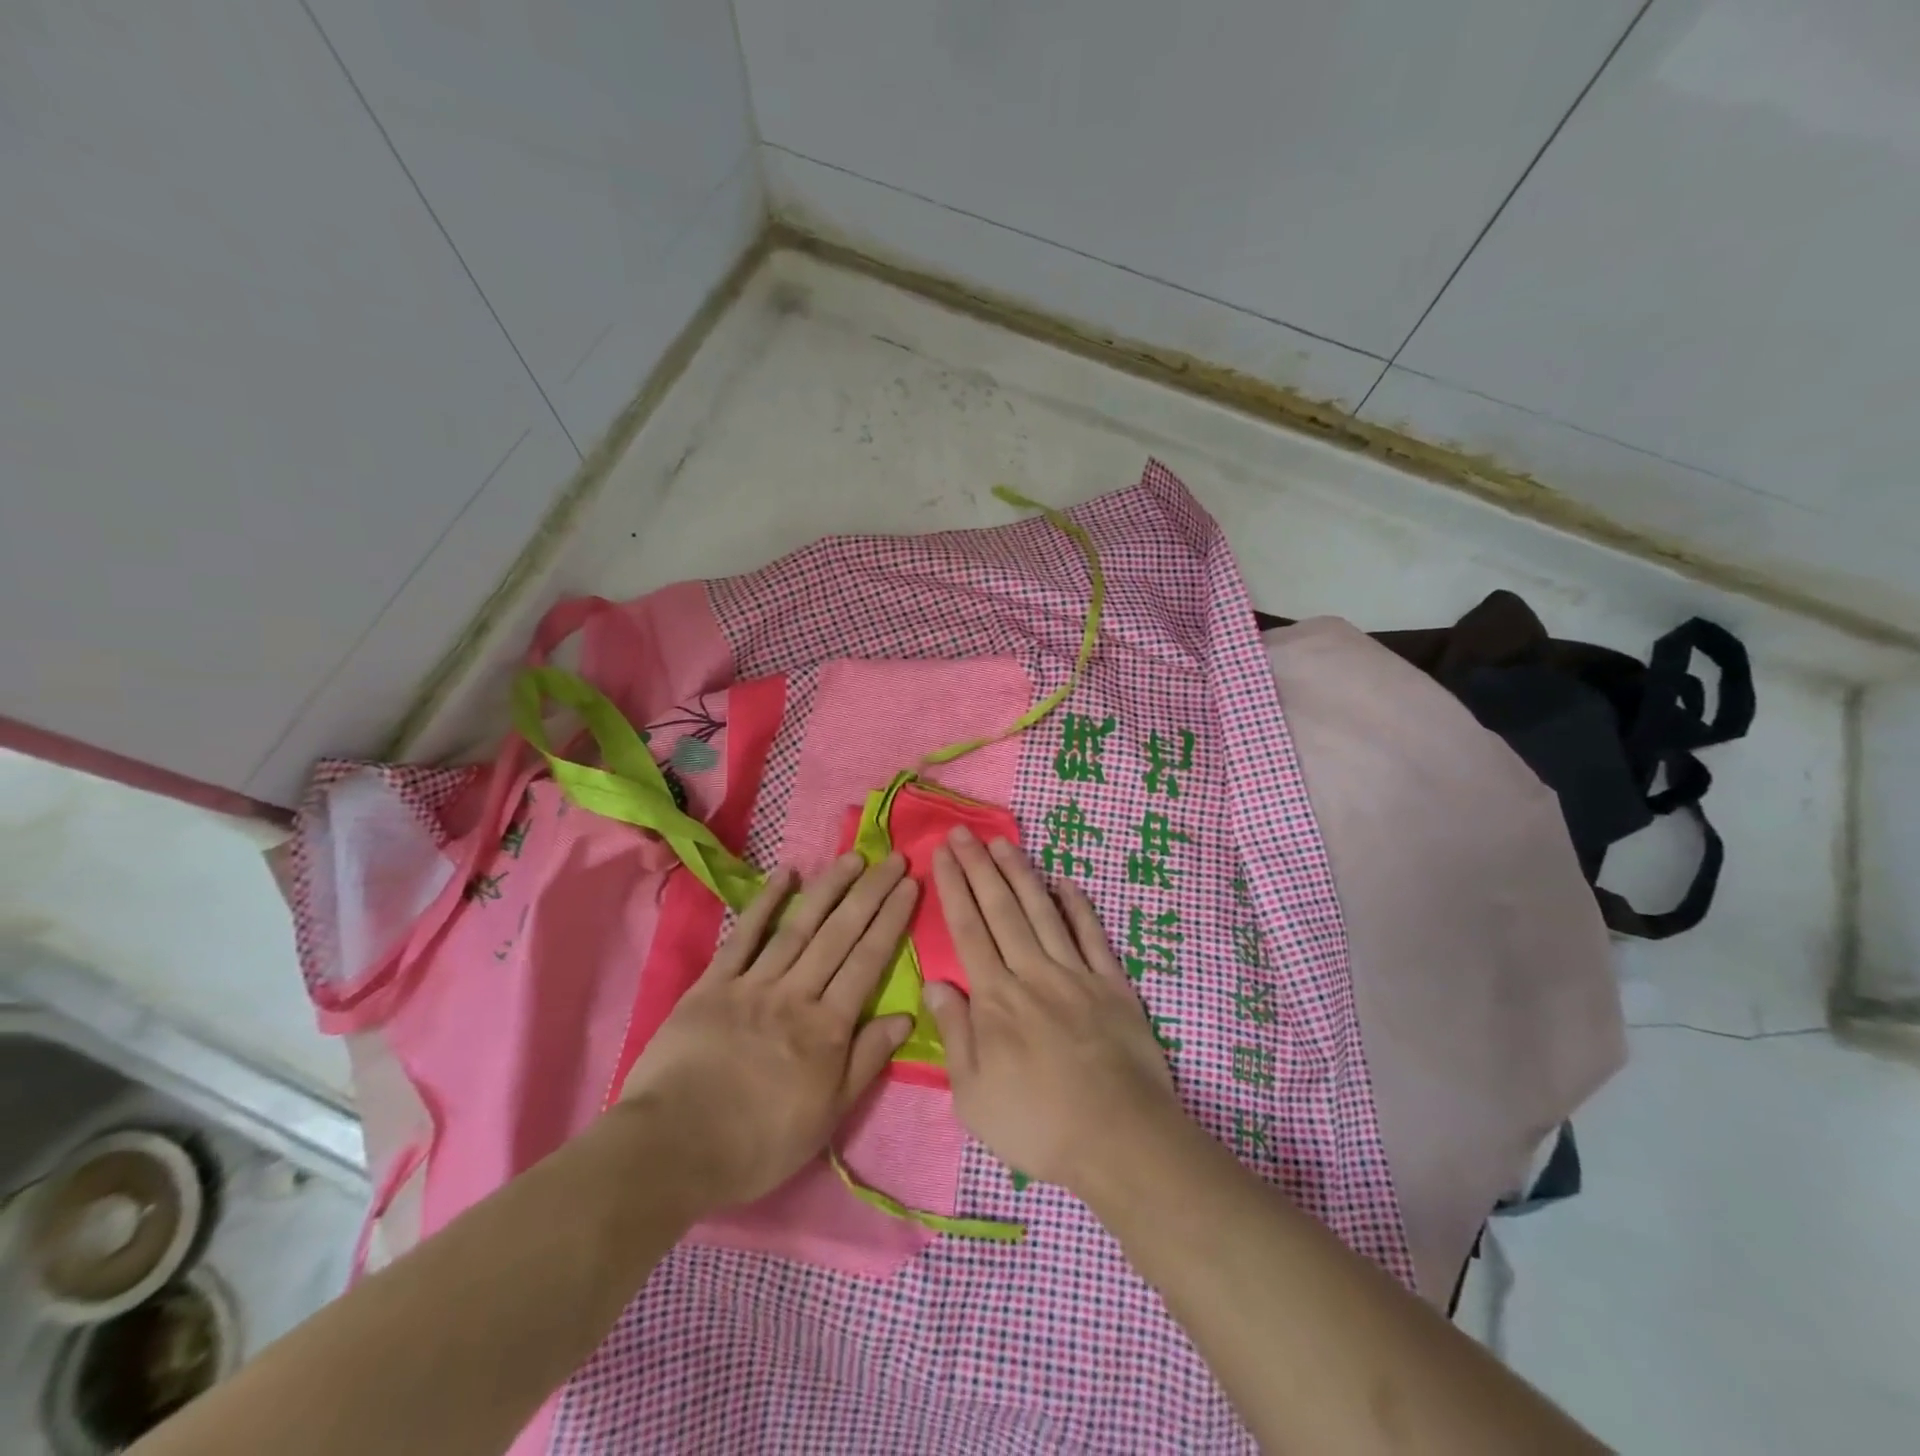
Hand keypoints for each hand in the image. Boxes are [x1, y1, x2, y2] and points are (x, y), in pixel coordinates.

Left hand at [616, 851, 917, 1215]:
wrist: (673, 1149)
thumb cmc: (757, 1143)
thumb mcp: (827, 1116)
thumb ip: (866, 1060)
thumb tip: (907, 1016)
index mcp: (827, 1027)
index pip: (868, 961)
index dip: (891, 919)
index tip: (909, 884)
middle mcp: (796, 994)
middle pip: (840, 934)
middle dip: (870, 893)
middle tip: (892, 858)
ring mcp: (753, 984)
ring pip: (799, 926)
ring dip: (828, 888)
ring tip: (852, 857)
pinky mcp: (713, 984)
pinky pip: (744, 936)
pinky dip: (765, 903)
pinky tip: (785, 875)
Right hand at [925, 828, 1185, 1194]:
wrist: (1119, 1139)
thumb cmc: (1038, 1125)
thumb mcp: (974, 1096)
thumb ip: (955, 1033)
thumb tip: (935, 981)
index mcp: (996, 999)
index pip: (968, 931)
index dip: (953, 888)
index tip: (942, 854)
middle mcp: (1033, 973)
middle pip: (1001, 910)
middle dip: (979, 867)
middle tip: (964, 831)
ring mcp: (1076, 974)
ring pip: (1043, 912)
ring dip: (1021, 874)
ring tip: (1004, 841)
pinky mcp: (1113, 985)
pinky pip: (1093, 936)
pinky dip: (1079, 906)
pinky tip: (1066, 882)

##############################

* **Exercise aim**
Without the pictures, write out the whole listing exactly as it appears.

* **Exercise result**
Hand keypoints for each hand in the image. Boxes are [x1, y1, x2, y2] and points are (x, y), in pixel coordinates.

Left hand at [616, 851, 917, 1215]:
wrist: (673, 1149)
thumb cmc: (757, 1143)
thumb mcp: (827, 1116)
thumb ip: (866, 1060)
thumb tip: (907, 1016)
index mcp: (827, 1027)
index pip: (868, 961)
index dip: (891, 919)
index tip: (909, 884)
middle mcp: (796, 994)
middle pip: (840, 934)
middle dip: (870, 893)
middle tip: (892, 858)
ring mcp: (753, 984)
ring pip: (799, 926)
ring dip: (828, 888)
ring tip: (852, 857)
pinky mcp: (713, 984)
pinky pip: (744, 936)
pinky dip: (765, 903)
pinky tip: (785, 875)
Right hand at [925, 828, 1185, 1194]:
wrist: (1119, 1139)
thumb cmc: (1038, 1125)
thumb mcp: (974, 1096)
thumb ip: (955, 1033)
thumb tip: (935, 981)
index mcp: (996, 999)
index pip: (968, 931)
index dip: (953, 888)
index tip: (942, 854)
middle mcp: (1033, 973)
middle pip: (1001, 910)
middle dip: (979, 867)
middle tip: (964, 831)
ring mcp: (1076, 974)
ring pip: (1043, 912)
ring dip: (1021, 874)
ring tip: (1004, 841)
pinky mcp: (1113, 985)
pinky pip: (1093, 936)
pinky dip: (1079, 906)
pinky tip: (1066, 882)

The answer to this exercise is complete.